Re: [PATCH 1/3] PCI: iproc: Add feature to set order mode

From: Bjorn Helgaas
Date: Fri Jan 25 2019 - 10:05:36 EST


On Fri, Jan 25, 2019 at 03:13:38PM +0530, Srinath Mannam wrote:
> On Fri, Jan 25, 2019 at 1:01 AM Bjorn Helgaas <helgaas@xxxxxxxxxx> wrote:
> > On Thu, Jan 24, 2019 at 02:10:18PM +0530, Srinath Mannam wrote:
> > > On Fri, Jan 18, 2019 at 8:37 PM Bjorn Helgaas <helgaas@xxxxxxxxxx> wrote:
> > > > On Fri, Jan 18, 2019 at 09:53:21AM +0530, Srinath Mannam wrote:
> > > > > Order mode in RX header of incoming pcie packets can be override to
> > > > > strict or loose order based on requirement.
> > > > > Sysfs entry is provided to set dynamic and default order modes of upstream
> > > > > traffic.
> > > > ...
> > > > Are you talking about the Relaxed Ordering bit in the TLP Attributes
> > > > field? If so, please use the exact language used in the spec and
> > > > include a reference, e.g., to PCIe r4.0, sec 2.2.6.4, 2.4, etc.
> > > >
> > > Yes Relax ordering bit in TLP. I will use spec reference.
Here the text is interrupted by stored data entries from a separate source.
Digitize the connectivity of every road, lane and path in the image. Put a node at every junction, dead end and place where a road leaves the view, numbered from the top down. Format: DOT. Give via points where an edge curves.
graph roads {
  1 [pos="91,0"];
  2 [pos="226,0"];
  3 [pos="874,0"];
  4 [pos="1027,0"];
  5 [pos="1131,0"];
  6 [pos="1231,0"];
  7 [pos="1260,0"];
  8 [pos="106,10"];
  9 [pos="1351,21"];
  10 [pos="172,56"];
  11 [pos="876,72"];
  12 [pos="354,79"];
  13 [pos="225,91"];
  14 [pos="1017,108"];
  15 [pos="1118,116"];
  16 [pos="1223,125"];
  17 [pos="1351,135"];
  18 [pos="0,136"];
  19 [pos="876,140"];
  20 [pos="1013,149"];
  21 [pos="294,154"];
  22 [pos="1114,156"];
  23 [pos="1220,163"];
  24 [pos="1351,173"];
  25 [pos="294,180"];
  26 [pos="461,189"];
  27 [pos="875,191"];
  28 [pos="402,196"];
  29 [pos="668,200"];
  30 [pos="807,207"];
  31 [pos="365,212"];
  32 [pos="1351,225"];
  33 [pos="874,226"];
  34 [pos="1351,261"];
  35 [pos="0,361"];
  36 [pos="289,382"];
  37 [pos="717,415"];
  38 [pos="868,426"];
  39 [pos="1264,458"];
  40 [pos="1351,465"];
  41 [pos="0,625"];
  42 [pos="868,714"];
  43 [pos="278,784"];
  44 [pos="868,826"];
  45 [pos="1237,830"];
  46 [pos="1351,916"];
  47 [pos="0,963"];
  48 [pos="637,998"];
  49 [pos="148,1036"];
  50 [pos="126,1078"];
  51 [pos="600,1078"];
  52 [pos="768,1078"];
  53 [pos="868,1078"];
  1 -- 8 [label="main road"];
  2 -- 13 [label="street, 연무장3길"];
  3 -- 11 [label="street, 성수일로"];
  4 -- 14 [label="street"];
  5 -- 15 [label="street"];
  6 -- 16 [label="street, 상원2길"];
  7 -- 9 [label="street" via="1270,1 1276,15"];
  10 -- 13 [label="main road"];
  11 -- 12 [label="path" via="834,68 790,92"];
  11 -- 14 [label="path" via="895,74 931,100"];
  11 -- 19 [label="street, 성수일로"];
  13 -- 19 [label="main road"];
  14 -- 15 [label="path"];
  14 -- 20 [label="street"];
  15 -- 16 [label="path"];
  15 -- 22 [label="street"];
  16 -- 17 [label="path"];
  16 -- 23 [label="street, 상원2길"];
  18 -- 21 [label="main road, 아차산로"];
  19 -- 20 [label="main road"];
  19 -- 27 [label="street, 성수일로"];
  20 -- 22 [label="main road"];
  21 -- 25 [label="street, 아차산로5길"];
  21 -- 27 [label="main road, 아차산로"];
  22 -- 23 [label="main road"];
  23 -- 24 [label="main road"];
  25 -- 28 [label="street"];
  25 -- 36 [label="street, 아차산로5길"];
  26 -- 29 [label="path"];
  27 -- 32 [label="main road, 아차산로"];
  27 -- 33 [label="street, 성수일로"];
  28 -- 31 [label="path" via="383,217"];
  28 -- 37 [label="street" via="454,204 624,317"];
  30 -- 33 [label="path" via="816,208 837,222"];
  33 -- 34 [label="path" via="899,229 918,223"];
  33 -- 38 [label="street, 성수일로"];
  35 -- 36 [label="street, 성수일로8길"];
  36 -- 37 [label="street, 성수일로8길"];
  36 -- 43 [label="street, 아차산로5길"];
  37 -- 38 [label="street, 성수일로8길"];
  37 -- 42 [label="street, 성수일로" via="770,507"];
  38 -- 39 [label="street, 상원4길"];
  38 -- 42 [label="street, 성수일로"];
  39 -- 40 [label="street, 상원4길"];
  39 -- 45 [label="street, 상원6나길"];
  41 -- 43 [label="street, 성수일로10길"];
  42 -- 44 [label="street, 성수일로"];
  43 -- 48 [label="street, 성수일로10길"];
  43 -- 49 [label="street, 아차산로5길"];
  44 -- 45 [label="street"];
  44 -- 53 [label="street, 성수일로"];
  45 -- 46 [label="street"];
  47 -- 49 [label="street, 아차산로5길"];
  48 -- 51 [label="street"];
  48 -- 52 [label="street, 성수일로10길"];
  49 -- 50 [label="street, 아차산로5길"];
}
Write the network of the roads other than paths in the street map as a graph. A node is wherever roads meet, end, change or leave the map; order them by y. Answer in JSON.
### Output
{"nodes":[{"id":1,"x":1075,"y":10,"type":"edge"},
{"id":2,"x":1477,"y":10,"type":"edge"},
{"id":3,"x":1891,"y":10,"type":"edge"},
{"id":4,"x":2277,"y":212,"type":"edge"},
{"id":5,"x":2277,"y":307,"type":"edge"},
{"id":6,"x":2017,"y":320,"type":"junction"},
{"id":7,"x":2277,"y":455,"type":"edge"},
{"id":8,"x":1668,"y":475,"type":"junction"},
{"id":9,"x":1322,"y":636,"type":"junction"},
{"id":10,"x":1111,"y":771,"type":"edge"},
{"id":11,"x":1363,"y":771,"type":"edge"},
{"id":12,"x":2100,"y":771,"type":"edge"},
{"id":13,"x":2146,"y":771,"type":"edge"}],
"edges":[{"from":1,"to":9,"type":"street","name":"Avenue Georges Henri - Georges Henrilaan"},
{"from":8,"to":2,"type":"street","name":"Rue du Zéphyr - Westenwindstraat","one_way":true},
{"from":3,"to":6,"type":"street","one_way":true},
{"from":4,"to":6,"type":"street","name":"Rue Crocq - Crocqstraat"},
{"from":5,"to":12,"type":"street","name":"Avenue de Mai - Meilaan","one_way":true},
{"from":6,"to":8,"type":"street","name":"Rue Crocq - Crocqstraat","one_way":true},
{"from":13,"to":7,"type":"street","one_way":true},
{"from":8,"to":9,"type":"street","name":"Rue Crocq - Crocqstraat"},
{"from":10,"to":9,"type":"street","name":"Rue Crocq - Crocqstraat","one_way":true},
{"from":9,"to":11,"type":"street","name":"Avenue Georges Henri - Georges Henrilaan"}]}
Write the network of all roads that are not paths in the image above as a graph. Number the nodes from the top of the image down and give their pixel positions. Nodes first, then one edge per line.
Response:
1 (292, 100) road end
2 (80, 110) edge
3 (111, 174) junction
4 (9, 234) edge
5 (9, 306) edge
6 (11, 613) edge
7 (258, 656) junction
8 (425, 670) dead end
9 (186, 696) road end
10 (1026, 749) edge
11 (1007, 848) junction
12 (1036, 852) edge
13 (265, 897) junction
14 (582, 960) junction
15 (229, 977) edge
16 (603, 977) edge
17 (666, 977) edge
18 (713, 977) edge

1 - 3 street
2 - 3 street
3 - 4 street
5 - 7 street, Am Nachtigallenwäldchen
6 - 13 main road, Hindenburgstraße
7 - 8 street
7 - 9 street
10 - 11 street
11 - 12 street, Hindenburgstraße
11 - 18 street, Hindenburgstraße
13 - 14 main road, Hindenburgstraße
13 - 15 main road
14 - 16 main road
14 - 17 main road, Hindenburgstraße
Thanks.
> > > > I'm hesitant about a new sysfs file for this. That automatically
> > > > creates a user-space dependency on this iProc feature. Who would use
> > > > this file?
> > > >
> > > This is the specific feature given in iProc, used to improve
> > > performance for the endpoints which does not support
> > > ordering configuration at its end.
> > > This is the reason we used sysfs file, which allows user to change
> > > ordering based on endpoint used and requirement.
> > > we are using these sysfs files to configure ordering to improve
> > > performance in NVMe endpoints with SPDK/DPDK drivers.
> > > If we enable this default in kernel, then it is applicable to all
> > > endpoints connected. But it may not required for all endpoints.
> >
> > Normally, relaxed ordering is used only when an endpoint sets the
> > "Relaxed Ordering" attribute bit in a TLP. The endpoint is only
> > allowed to do that if relaxed ordering is enabled in the Device
> > Control register.
> Yes, endpoint has to set RO attribute in up-streaming TLPs.
> But in most of NVMe SSDs even Relax ordering bit in device controller
> register is set,
> still it send TLPs with RO attribute disable (strict order).
> >
> > If I understand correctly, this sysfs knob would let you configure the
> > iProc RC so it handles *all* TLPs (or just those in certain address
> > ranges) with relaxed ordering, regardless of whether the endpoint has
> > relaxed ordering, or even whether it supports relaxed ordering at all.
> Yes, iProc can enable/disable RO attribute in given address range regardless of
> endpoint settings.
> >
> > My gut feeling is that this is a messy hack, and if you want the
> > performance benefits of relaxed ordering, you should just choose an
> > NVMe endpoint that supports it correctly.
>
> Most of the NVMe endpoints available in market are sending TLPs in
> strict order even Relax ordering bit in device controller register
> is set. This is the reason to add this dynamic ordering feature in
> iProc IP.

I'm not very sympathetic to this argument about NVMe endpoints not
supporting Relaxed Ordering. Relaxed Ordering has been in the PCIe
spec since the very beginning in 2002 (see PCIe r1.0, sec 2.4.3). Why
should we jump through hoops to tack this on after the fact if the
endpoint designer couldn't be bothered?

This sysfs knob is problematic because it's not safe and it can't
be supported across architectures.

It's not safe because only the endpoint and its driver know the
ordering requirements. We *hope* the user only enables relaxed
ordering when it is safe. Even when it's not safe, it makes things
faster and works most of the time, so it's pretty tempting. But
eventually it will lead to data corruption.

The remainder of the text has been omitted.